Transformational metaphor Wherein a company might begin to think of itself as something very different, which, in turn, would change the way it behaves (for example, a bank might begin to model itself after a boutique hotel). In his 1998 manifesto, Bruce Mau declared that every product, every service, every brand “has the ability to stand for something else.” When a company takes this approach, it can have a liberating effect by opening up new possibilities and offering fresh ways to present itself to the public.
Unfocus group To try to move beyond the rigidity of question-and-answer focus groups, IDEO researchers began to conduct “unfocus groups” in which participants were encouraged to tell stories, draw pictures, and assemble collages—all designed to elicit contributions from the whole group and release inhibitions. Meanwhile, snippets of side conversations between group members were recorded, to get a sense of what people were really thinking.

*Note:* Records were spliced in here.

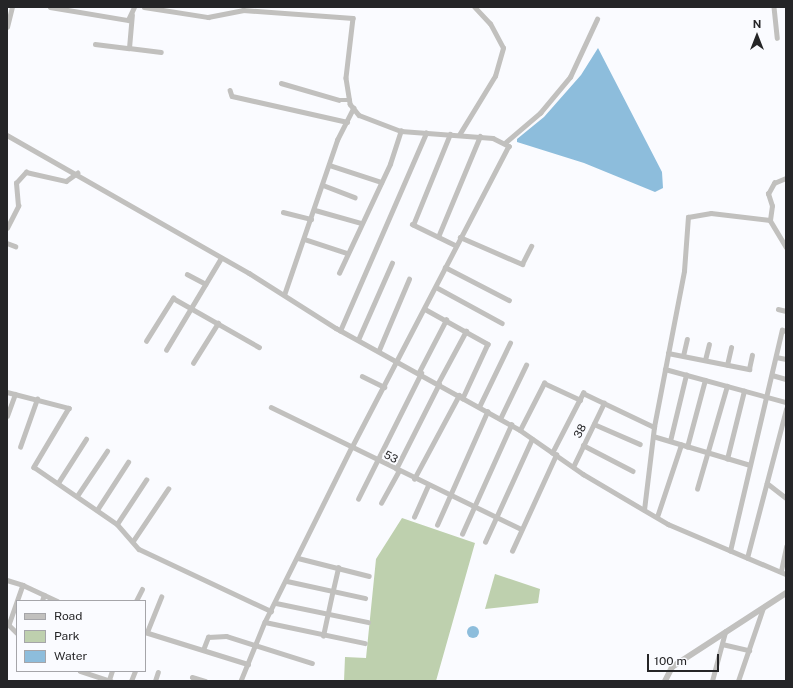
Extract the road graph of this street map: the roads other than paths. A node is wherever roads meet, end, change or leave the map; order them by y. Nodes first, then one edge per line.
1 (12, 7) edge
2 (50, 7) edge
3 (134, 7) edge
4 (144, 7) edge
5 (474, 7) edge
6 (774, 7) edge
7 (163, 8) edge
8 (132, 15) junction
9 (597, 18) dead end
10 (7, 27) edge
11 (777, 38) dead end
12 (95, 44) dead end
13 (129, 48) junction
14 (161, 52) dead end
15 (281, 83) dead end
16 (230, 90) dead end
17 (350, 100) junction
18 (353, 108) junction
19 (346, 122) junction
20 (401, 131) junction
21 (426, 133) junction
22 (450, 134) junction
23 (7, 135) edge
24 (459, 135) junction
25 (480, 136) junction
26 (507, 144) junction
27 (329, 165) junction
28 (77, 173) junction
29 (786, 178) edge
30 (381, 182) junction
31 (323, 185) junction
32 (355, 197) dead end
33 (315, 210) junction
34 (283, 212) dead end
35 (311, 219) junction
36 (770, 220) junction
37 (361, 223) junction
38 (7, 228) edge
39 (438, 237) junction
40 (460, 237) junction
41 (304, 239) junction
42 (7, 244) edge
43 (456, 245) junction
44 (15, 246) dead end
45 (531, 246) dead end
46 (786, 247) edge
47 (347, 253) junction
48 (221, 258) junction
49 (392, 263) dead end
50 (445, 268) junction
51 (339, 273) dead end
52 (187, 274) dead end
53 (409, 278) dead end
54 (206, 284) junction
55 (436, 286) junction
56 (284, 295) junction
57 (510, 300) dead end
58 (192, 308) junction
59 (425, 309) junction
60 (778, 309) dead end
61 (786, 311) edge
62 (446, 320) junction
63 (218, 323) junction
64 (502, 323) dead end
65 (340, 331) junction
66 (466, 331) junction
67 (786, 331) edge
68 (687, 339) dead end
69 (358, 340) junction
70 (146, 341) dead end
71 (510, 343) dead end
72 (709, 344) dead end
73 (259, 347) dead end
74 (731, 347) dead end
75 (166, 350) dead end
76 (379, 350) junction
77 (668, 353) junction
78 (752, 355) dead end
79 (683, 356) junction
80 (776, 357) junction
81 (786, 359) edge
82 (705, 360) junction
83 (399, 361) junction
84 (193, 363) dead end
85 (526, 365) dead end
86 (727, 365) junction
87 (665, 369) junction
88 (420, 373) junction
89 (686, 375) junction
90 (772, 375) junction
91 (362, 376) dead end
92 (786, 379) edge
93 (705, 380) junction
94 (439, 383) junction
95 (727, 386) junction
96 (385, 387) junction
97 (744, 391) junction
98 (7, 392) edge
99 (15, 394) junction
100 (461, 396) junction
101 (767, 397) junction
102 (37, 400) junction
103 (580, 400) junction
104 (786, 402) edge
105 (604, 403) junction
106 (271, 407) dead end
107 (479, 407) junction
108 (786, 409) edge
109 (487, 412) junction
110 (7, 416) edge
111 (500, 419) junction
112 (594, 424) junction
113 (511, 425) junction
114 (654, 426) junction
115 (520, 430) junction
116 (653, 436) junction
117 (532, 438) junction
118 (86, 440) dead end
119 (670, 442) junction
120 (640, 444) dead end
121 (583, 445) junction
122 (681, 445) junction
123 (20, 447) dead end
124 (352, 447) junction
125 (687, 447) junction
126 (107, 451) dead end
127 (554, 454) junction
128 (708, 454) junction
129 (727, 459) junction
130 (378, 460) junction
131 (128, 462) dead end
132 (750, 465) junction
133 (573, 467) junction
134 (397, 470) junction
135 (633, 471) dead end
136 (414, 479) junction
137 (146, 480) dead end
138 (58, 483) junction
139 (767, 483) junction
140 (428, 486) junction
141 (697, 488) dead end
142 (168, 489) dead end
143 (77, 496) junction
144 (450, 496) junction
145 (786, 498) edge
146 (358, 500) dead end
147 (381, 503) dead end
148 (474, 507) junction
149 (97, 510) junction
150 (644, 510) junction
151 (414, 517) dead end
152 (657, 517) junction
153 (496, 518) junction
154 (117, 524) junction
155 (437, 525) dead end
156 (521, 529) junction
157 (462, 534) dead end
158 (134, 540) junction
159 (485, 542) dead end
160 (786, 547) edge
161 (512, 551) dead end
162 (730, 551) junction
163 (298, 558) junction
164 (747, 558) junction
165 (338, 568) junction
166 (781, 571) junction
167 (786, 574) edge
168 (369, 576) dead end
169 (7, 580) edge
170 (287, 581) junction
171 (23, 585) junction
172 (142, 589) dead end
173 (332, 592) junction
174 (786, 593) edge
175 (44, 595) junction
176 (162, 597) dead end
177 (365, 598) dead end
178 (18, 600) edge
179 (42, 600) edge
180 (56, 600) edge
181 (136, 600) edge
182 (276, 603) junction
183 (16, 605) edge
184 (763, 608) junction
185 (271, 611) junction
186 (328, 614) junction
187 (265, 622) junction
188 (368, 622) dead end
189 (16, 632) edge
190 (146, 632) edge
191 (725, 632) junction
192 (323, 636) junction
193 (365, 643) dead end
194 (722, 644) junction
195 (255, 646) junction
196 (204, 650) junction
197 (749, 650) junction
198 (312, 663) dead end
199 (248, 664) junction
200 (89, 672) edge
201 (158, 672) dead end
202 (192, 677) dead end
203 (110, 681) edge
204 (155, 681) edge
205 (205, 681) edge
206 (241, 681) edge
207 (665, 681) edge
208 (712, 681) edge
209 (738, 681) edge

1 - 10 street
2 - 8 street
3 - 8 street
4 - 7 street
5 - 24 street
6 - 11 street
7 - 17 street
8 - 13 street
9 - 26 street
12 - 13 street
13 - 14 street
15 - 17 street
16 - 19 street
17 - 18 street
18 - 19 street
18 - 20 street
19 - 27 street
20 - 21 street
20 - 30 street
21 - 22 street
21 - 65 street
22 - 24 street
22 - 39 street
23 - 28 street
24 - 25 street
25 - 26 street
25 - 39 street
26 - 40 street
27 - 30 street
27 - 31 street
28 - 38 street
28 - 48 street
29 - 36 street
30 - 37 street
31 - 32 street
31 - 33 street
33 - 35 street
33 - 37 street
34 - 35 street
35 - 41 street
36 - 46 street
36 - 77 street
37 - 47 street
39 - 43 street
40 - 43 street
40 - 45 street
41 - 47 street
41 - 56 street
42 - 44 street
43 - 50 street
47 - 51 street
48 - 54 street
48 - 56 street
49 - 69 street
50 - 55 street
50 - 57 street
52 - 54 street
53 - 76 street
54 - 58 street
55 - 59 street
55 - 64 street
56 - 65 street
58 - 63 street
58 - 70 street
58 - 75 street
59 - 62 street
59 - 83 street
60 - 61 street
62 - 66 street
62 - 88 street
63 - 73 street
63 - 84 street
65 - 69 street
66 - 94 street
66 - 100 street
67 - 80 street
68 - 79 street
69 - 76 street
71 - 107 street
72 - 82 street
74 - 86 street
76 - 83 street
77 - 79 street
77 - 87 street
78 - 86 street
79 - 82 street
80 - 81 street
80 - 90 street
82 - 86 street
83 - 88 street
83 - 96 street
85 - 111 street
87 - 89 street
87 - 114 street
88 - 94 street
88 - 130 street
89 - 93 street
89 - 119 street
90 - 92 street
90 - 101 street
91 - 96 street
93 - 95 street
93 - 125 street
94 - 100 street
94 - 134 street
95 - 97 street
95 - 128 street
96 - 124 street
97 - 101 street
97 - 129 street
98 - 99 street
99 - 102 street
99 - 110 street
100 - 107 street
100 - 136 street
101 - 104 street
101 - 132 street
102 - 123 street
102 - 138 street
103 - 105 street
103 - 115 street
103 - 127 street
105 - 112 street, 38
105 - 114 street
106 - 124 street, 53
107 - 109 street
108 - 139 street
109 - 111 street
109 - 144 street
111 - 113 street
112 - 120 street
112 - 121 street, 38
113 - 115 street
113 - 148 street
114 - 116 street
115 - 117 street
116 - 119 street
116 - 150 street
117 - 127 street
117 - 153 street
118 - 138 street
119 - 122 street
121 - 133 street, 38
121 - 135 street
122 - 125 street
122 - 152 street
124 - 130 street, 53
124 - 163 street
125 - 128 street
126 - 143 street
127 - 133 street
127 - 156 street
128 - 129 street
128 - 141 street
129 - 132 street
130 - 134 street, 53
130 - 146 street
131 - 149 street
132 - 162 street
133 - 150 street
134 - 136 street, 53
134 - 147 street
136 - 140 street, 53
137 - 154 street
138 - 143 street
139 - 145 street
139 - 164 street
140 - 144 street, 53
140 - 151 street
142 - 158 street
143 - 149 street
144 - 148 street, 53
144 - 155 street
148 - 153 street, 53
148 - 157 street
149 - 154 street
150 - 152 street
152 - 162 street
153 - 156 street, 53
153 - 159 street
154 - 158 street
156 - 161 street
158 - 185 street
160 - 166 street
162 - 164 street
163 - 165 street
163 - 170 street
164 - 166 street
165 - 168 street
165 - 173 street
166 - 167 street
169 - 171 street
170 - 173 street
170 - 182 street
171 - 175 street
171 - 178 street
172 - 181 street
173 - 177 street
173 - 186 street
174 - 184 street
175 - 179 street
175 - 180 street
176 - 190 street
182 - 185 street
182 - 186 street
183 - 189 street
184 - 191 street
184 - 197 street
185 - 187 street
186 - 188 street
186 - 192 street
187 - 192 street
187 - 195 street
190 - 196 street
191 - 194 street
191 - 207 street
192 - 193 street
194 - 197 street
194 - 208 street
195 - 196 street
195 - 198 street
195 - 199 street
196 - 199 street
197 - 209 street
199 - 206 street
200 - 203 street
201 - 204 street
202 - 205 street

Universal design A form of design that aims to achieve accessibility for all end users, including those who may be aging, have disabilities, or have other special needs. To succeed, this type of design must be flexible, simple, intuitive, perceptible (easily understood), and forgiving, according to the Center for Universal Design.
Wayfinding Refers to the process by which people attempt to navigate through an experience or a physical space relying on available cues and information as a guide. Designers may try to present and arrange that information in a manner that leads people along a desired path.
Wicked problems Multi-faceted and complex problems whose incomplete or contradictory nature is such that each attempted solution often seems to create a new problem.